> _Task statement_:
Set down the data below in full and exactly, minus the pictures.

»»

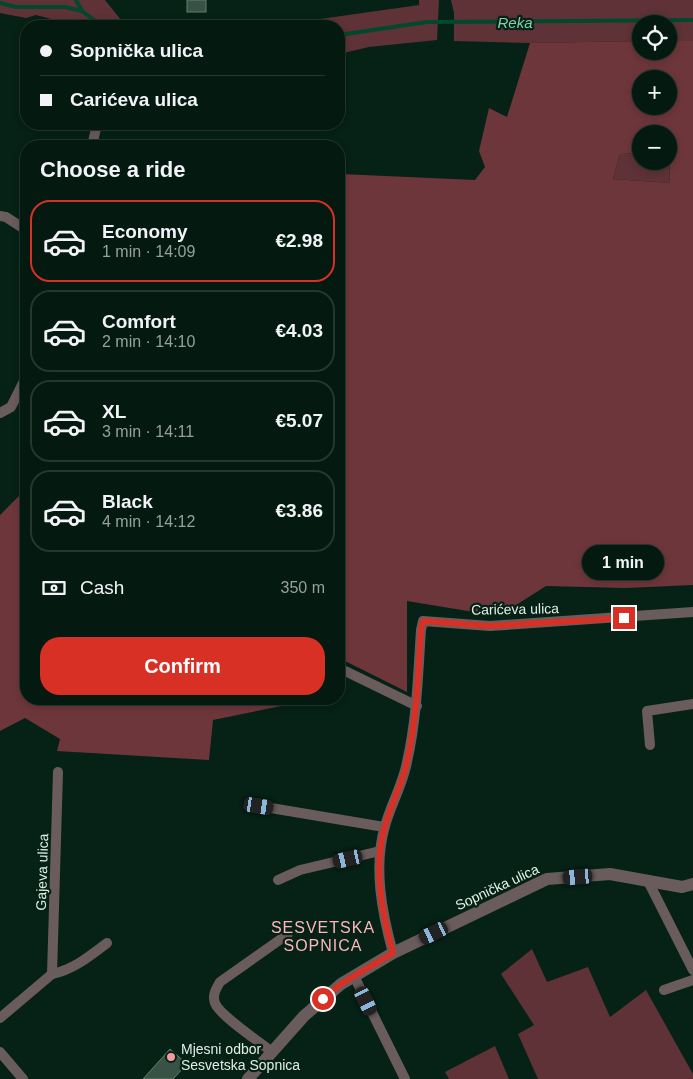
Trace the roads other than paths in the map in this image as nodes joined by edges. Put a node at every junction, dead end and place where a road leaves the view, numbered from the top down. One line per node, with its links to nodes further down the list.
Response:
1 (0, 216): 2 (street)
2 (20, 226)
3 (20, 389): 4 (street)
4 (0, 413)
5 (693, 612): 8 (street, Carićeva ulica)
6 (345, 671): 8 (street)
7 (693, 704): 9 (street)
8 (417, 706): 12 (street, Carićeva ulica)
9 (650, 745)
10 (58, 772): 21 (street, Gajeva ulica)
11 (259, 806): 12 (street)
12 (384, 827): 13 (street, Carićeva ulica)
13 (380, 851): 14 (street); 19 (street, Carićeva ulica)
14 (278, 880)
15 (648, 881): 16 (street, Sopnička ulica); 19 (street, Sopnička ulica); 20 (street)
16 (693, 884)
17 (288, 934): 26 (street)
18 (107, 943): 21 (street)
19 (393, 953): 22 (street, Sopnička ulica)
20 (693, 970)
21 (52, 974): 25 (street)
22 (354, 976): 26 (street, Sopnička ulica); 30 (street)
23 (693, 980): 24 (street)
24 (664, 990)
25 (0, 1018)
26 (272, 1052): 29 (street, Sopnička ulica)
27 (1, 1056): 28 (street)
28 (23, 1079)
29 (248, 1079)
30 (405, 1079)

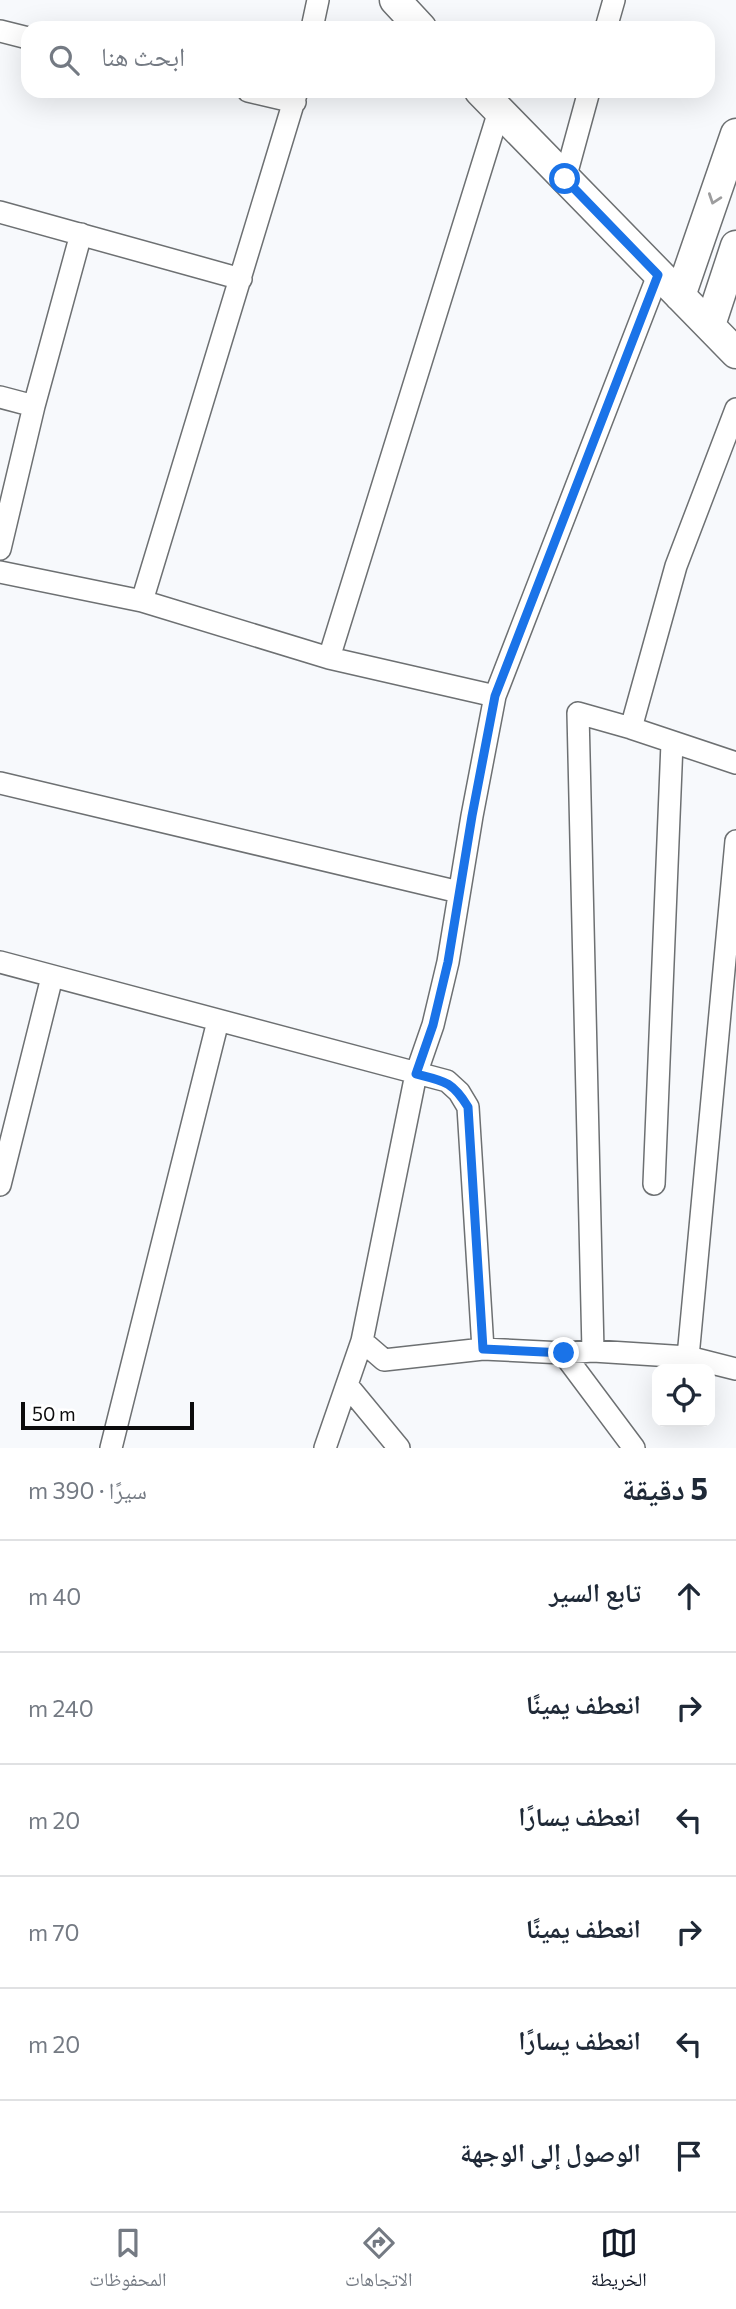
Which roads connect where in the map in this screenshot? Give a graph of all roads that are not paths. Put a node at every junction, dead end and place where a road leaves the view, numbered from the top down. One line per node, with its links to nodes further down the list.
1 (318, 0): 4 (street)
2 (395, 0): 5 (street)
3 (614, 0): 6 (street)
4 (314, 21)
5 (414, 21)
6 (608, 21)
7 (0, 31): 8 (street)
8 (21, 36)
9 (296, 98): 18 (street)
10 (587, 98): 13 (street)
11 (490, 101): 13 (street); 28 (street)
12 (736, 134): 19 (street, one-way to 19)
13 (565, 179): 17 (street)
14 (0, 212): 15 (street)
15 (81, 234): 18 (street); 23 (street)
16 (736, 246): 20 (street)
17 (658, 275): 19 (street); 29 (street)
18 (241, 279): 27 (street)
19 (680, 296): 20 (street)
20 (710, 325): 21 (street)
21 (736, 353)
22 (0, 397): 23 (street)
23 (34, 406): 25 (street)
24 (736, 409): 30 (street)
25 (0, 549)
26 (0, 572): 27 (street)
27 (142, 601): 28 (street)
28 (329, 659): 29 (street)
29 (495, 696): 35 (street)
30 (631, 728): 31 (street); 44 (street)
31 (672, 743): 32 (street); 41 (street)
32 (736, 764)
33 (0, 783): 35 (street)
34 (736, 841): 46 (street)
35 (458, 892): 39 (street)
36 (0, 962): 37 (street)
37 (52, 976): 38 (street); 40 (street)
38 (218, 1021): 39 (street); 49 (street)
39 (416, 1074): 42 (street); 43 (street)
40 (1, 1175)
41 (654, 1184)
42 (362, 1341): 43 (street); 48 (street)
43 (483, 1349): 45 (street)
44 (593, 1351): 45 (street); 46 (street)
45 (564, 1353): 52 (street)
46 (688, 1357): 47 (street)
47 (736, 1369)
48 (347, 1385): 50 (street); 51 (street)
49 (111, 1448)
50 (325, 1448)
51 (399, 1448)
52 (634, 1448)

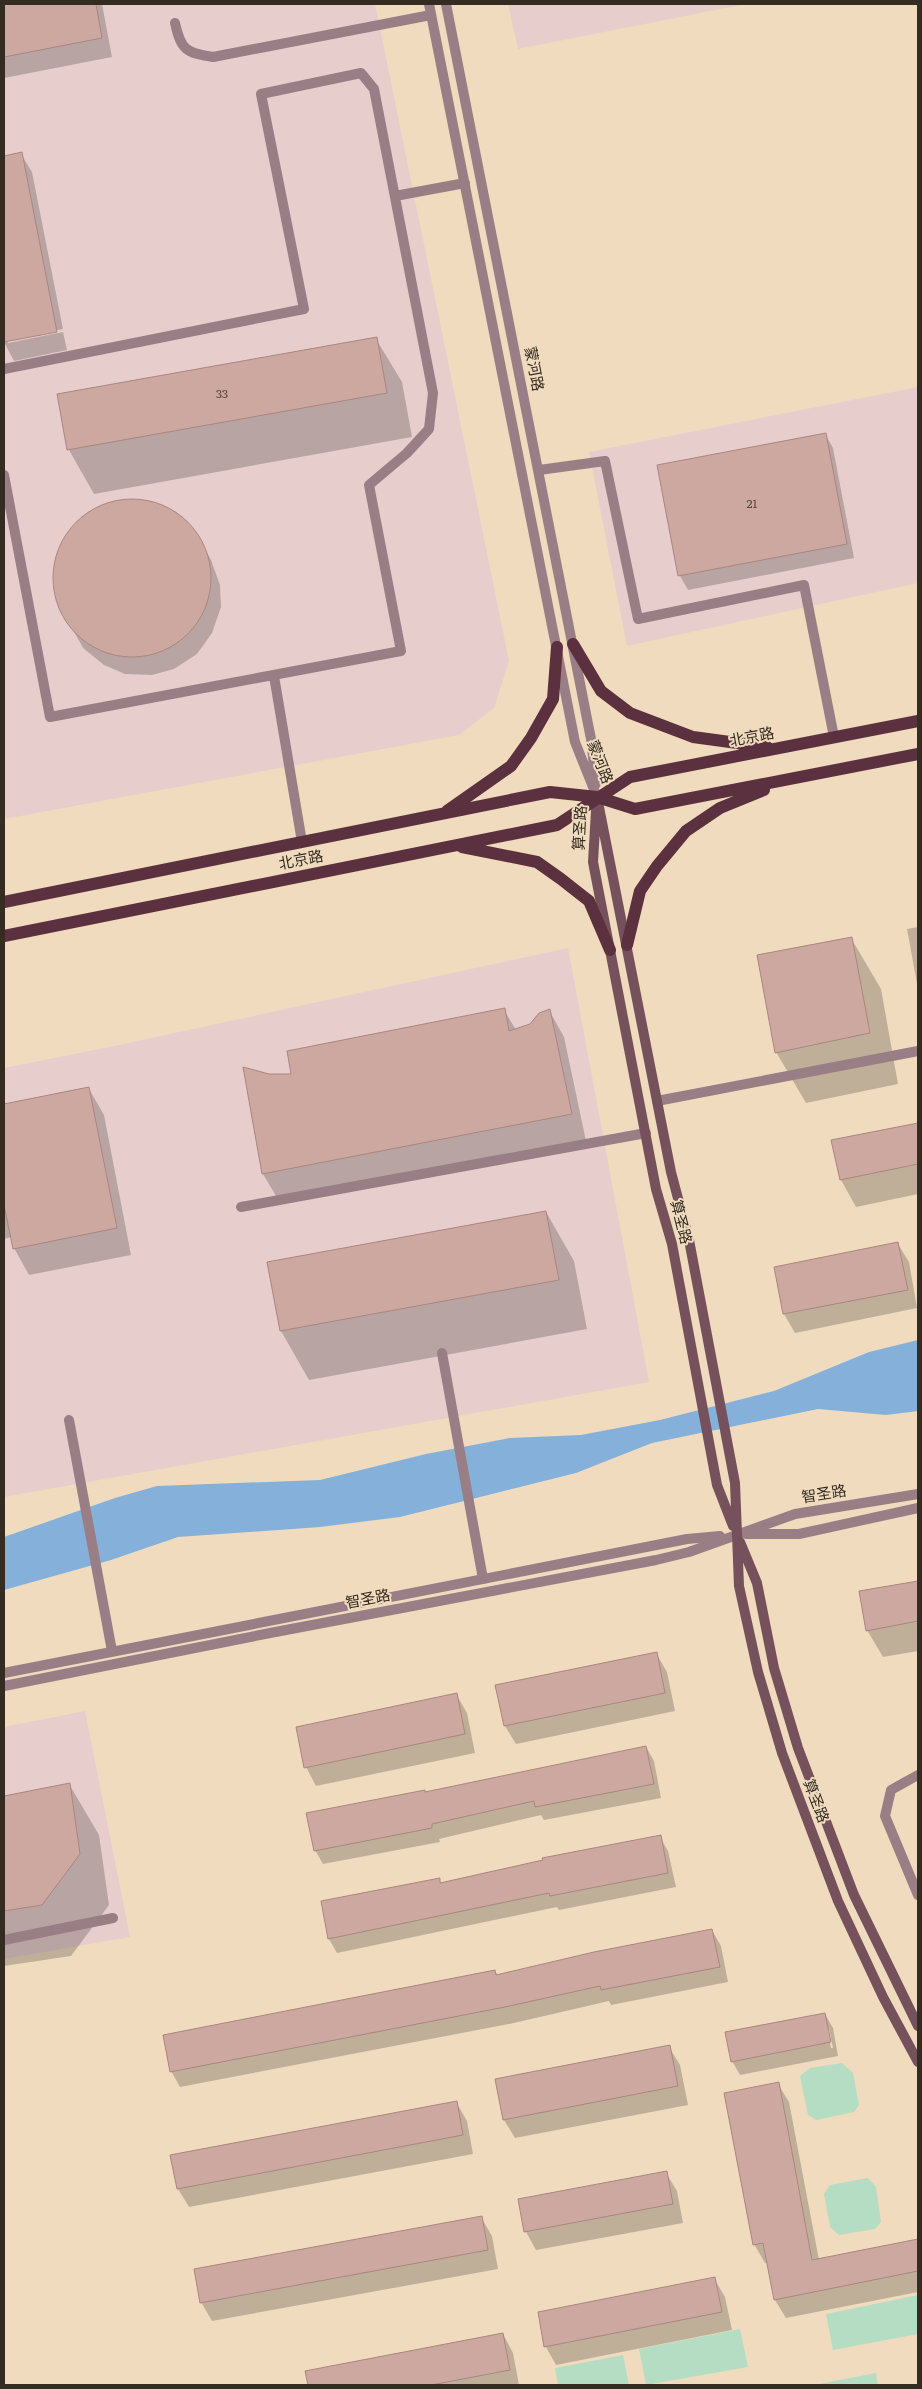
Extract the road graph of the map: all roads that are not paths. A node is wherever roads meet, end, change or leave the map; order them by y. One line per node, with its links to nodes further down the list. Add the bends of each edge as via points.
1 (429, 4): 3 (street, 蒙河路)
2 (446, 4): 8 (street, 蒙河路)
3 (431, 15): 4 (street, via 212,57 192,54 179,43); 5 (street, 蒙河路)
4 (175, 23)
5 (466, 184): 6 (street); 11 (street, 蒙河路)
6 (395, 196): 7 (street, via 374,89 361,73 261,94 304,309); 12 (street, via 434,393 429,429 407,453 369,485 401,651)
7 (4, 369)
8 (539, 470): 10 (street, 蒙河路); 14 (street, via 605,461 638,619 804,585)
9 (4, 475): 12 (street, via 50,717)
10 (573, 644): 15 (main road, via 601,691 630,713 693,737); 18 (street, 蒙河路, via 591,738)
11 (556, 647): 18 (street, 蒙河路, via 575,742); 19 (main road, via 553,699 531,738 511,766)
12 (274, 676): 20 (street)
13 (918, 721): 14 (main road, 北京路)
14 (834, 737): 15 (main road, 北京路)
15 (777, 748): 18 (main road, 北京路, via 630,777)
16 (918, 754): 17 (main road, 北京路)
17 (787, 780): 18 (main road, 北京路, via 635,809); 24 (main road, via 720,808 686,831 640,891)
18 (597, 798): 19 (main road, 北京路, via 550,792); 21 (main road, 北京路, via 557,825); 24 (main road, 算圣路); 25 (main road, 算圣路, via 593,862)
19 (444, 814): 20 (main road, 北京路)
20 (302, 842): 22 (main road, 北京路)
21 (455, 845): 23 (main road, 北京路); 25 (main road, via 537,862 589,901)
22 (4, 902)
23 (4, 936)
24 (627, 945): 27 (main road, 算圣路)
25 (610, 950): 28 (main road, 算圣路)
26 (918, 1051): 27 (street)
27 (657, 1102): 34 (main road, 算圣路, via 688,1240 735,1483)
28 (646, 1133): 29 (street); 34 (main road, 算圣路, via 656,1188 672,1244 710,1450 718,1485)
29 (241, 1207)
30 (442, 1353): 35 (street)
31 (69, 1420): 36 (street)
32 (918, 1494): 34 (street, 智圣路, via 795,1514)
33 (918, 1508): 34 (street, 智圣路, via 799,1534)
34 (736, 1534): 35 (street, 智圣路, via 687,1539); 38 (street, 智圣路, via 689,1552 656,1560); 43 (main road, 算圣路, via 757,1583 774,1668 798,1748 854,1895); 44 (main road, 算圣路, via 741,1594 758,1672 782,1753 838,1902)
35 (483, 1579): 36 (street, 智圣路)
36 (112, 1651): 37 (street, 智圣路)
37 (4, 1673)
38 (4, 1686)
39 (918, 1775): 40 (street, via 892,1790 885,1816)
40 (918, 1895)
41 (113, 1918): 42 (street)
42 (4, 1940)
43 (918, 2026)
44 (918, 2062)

««

> _Answer to the problem_:
Trace the roads other than paths in the map in this image as nodes joined by edges. Put a node at every junction, dead end and place where a road leaves the view, numbered from the top down. One line per node, with its links to nodes further down the list.
Response:
1 (0, 216): 2 (street)
2 (20, 226)
3 (20, 389): 4 (street)
4 (0, 413)
5 (693, 612): 8 (street, Carićeva ulica)
6 (345, 671): 8 (street)
7 (693, 704): 9 (street)
8 (417, 706): 12 (street, Carićeva ulica)
9 (650, 745)
10 (58, 772): 21 (street, Gajeva ulica)
11 (259, 806): 12 (street)
12 (384, 827): 13 (street, Carićeva ulica)
13 (380, 851): 14 (street); 19 (street, Carićeva ulica)
14 (278, 880)
15 (648, 881): 16 (street, Sopnička ulica); 19 (street, Sopnička ulica); 20 (street)
16 (693, 884)
17 (288, 934): 26 (street)
18 (107, 943): 21 (street)
19 (393, 953): 22 (street, Sopnička ulica)
20 (693, 970)
21 (52, 974): 25 (street)
22 (354, 976): 26 (street, Sopnička ulica); 30 (street)
23 (693, 980): 24 (street)
24 (664, 990)
25 (0, 1018)
26 (272, 1052): 29 (street, Sopnička ulica)
27 (1, 1056): 28 (street)
28 (23, 1079)
29 (248, 1079)
30 (405, 1079)

Which roads connect where in the map in this screenshot? Give a graph of all roads that are not paths. Put a node at every junction, dead end and place where a road leaves the view, numbered from the top down. One line per node, with its links to nodes further down the list.
1 (318, 0): 4 (street)
2 (395, 0): 5 (street)
3 (614, 0): 6 (street)
4 (314, 21)
5 (414, 21)
6 (608, 21)
7 (0, 31): 8 (street)
8 (21, 36)
9 (296, 98): 18 (street)
10 (587, 98): 13 (street)
11 (490, 101): 13 (street); 28 (street)
12 (736, 134): 19 (street, one-way to 19)
13 (565, 179): 17 (street)
14 (0, 212): 15 (street)
15 (81, 234): 18 (street); 23 (street)
16 (736, 246): 20 (street)
17 (658, 275): 19 (street); 29 (street)
18 (241, 279): 27 (street)
19 (680, 296): 20 (street)
20 (710, 325): 21 (street)
21 (736, 353)
22 (0, 397): 23 (street)
23 (34, 406): 25 (street)
24 (736, 409): 30 (street)
25 (0, 549)
26 (0, 572): 27 (street)
27 (142, 601): 28 (street)
28 (329, 659): 29 (street)
29 (495, 696): 35 (street)
30 (631, 728): 31 (street); 44 (street)
31 (672, 743): 32 (street); 41 (street)
32 (736, 764)
33 (0, 783): 35 (street)
34 (736, 841): 46 (street)
35 (458, 892): 39 (street)
36 (0, 962): 37 (street)
37 (52, 976): 38 (street); 40 (street)
38 (218, 1021): 39 (street); 49 (street)
39 (416, 1074): 42 (street); 43 (street)
40 (1, 1175)
41 (654, 1184)
42 (362, 1341): 43 (street); 48 (street)
43 (483, 1349): 45 (street)
44 (593, 1351): 45 (street); 46 (street)
45 (564, 1353): 52 (street)
46 (688, 1357): 47 (street)
47 (736, 1369)
48 (347, 1385): 50 (street); 51 (street)
49 (111, 1448)
50 (325, 1448)
51 (399, 1448)
52 (634, 1448)

Extract the road graph of the map: all roads that are not paths. A node is wherever roads meet, end, change or leave the map; order them by y. One line per node, with its links to nodes further down the list. Add the bends of each edge as via points.
1 (429, 4): 3 (street, 蒙河路)
2 (446, 4): 8 (street, 蒙河路)
3 (431, 15): 4 (street, via 212,57 192,54 179,43); 5 (street, 蒙河路)
4 (175, 23)
5 (466, 184): 6 (street); 11 (street, 蒙河路)
6 (395, 196): 7 (street, via 374,89 361,73 261,94 304,309); 12 (street, via 434,393 429,429 407,453 369,485 401,651)
7 (4, 369)
8 (539, 470): 10 (street, 蒙河路); 14 (street, via 605,461 638,619 804,585)
9 (4, 475): 12 (street, via 50,717)
10 (573, 644): 15 (main road, via 601,691 630,713 693,737); 18 (street, 蒙河路, via 591,738)
11 (556, 647): 18 (street, 蒙河路, via 575,742); 19 (main road, via 553,699 531,738 511,766)
12 (274, 676): 20 (street)
13 (918, 721): 14 (main road, 北京路)
14 (834, 737): 15 (main road, 北京路)
15 (777, 748): 18 (main road, 北京路, via 630,777)
16 (918, 754): 17 (main road, 北京路)
17 (787, 780): 18 (main road, 北京路, via 635,809); 24 (main road, via 720,808 686,831 640,891)
18 (597, 798): 19 (main road, 北京路, via 550,792); 21 (main road, 北京路, via 557,825); 24 (main road, 算圣路); 25 (main road, 算圣路, via 593,862)
19 (444, 814): 20 (main road, 北京路)
20 (302, 842): 22 (main road, 北京路)
21 (455, 845): 23 (main road, 北京路); 25 (main road, via 537,862 589,901)
22 (4, 902)
23 (4, 936)
24 (627, 945): 27 (main road, 算圣路)
25 (610, 950): 28 (main road, 算圣路)
26 (918, 1051): 27 (street)
27 (657, 1102): 34 (main road, 算圣路, via 688,1240 735,1483)
28 (646, 1133): 29 (street); 34 (main road, 算圣路, via 656,1188 672,1244 710,1450 718,1485)
29 (241, 1207)
30 (442, 1353): 35 (street)
31 (69, 1420): 36 (street)
32 (918, 1494): 34 (street, 智圣路, via 795,1514)
33 (918, 1508): 34 (street, 智圣路, via 799,1534)
34 (736, 1534): 35 (street, 智圣路, via 687,1539); 38 (street, 智圣路, via 689,1552 656,1560); 43 (main road, 算圣路, via 757,1583 774,1668 798,1748 854,1895); 44 (main road, 算圣路, via 741,1594 758,1672 782,1753 838,1902)
35 (483, 1579): 36 (street, 智圣路)
36 (112, 1651): 37 (street, 智圣路)
37 (4, 1673)
38 (4, 1686)
39 (918, 1775): 40 (street, via 892,1790 885,1816)
40 (918, 1895)
41 (113, 1918): 42 (street)
42 (4, 1940)
43 (918, 2026)
44 (918, 2062)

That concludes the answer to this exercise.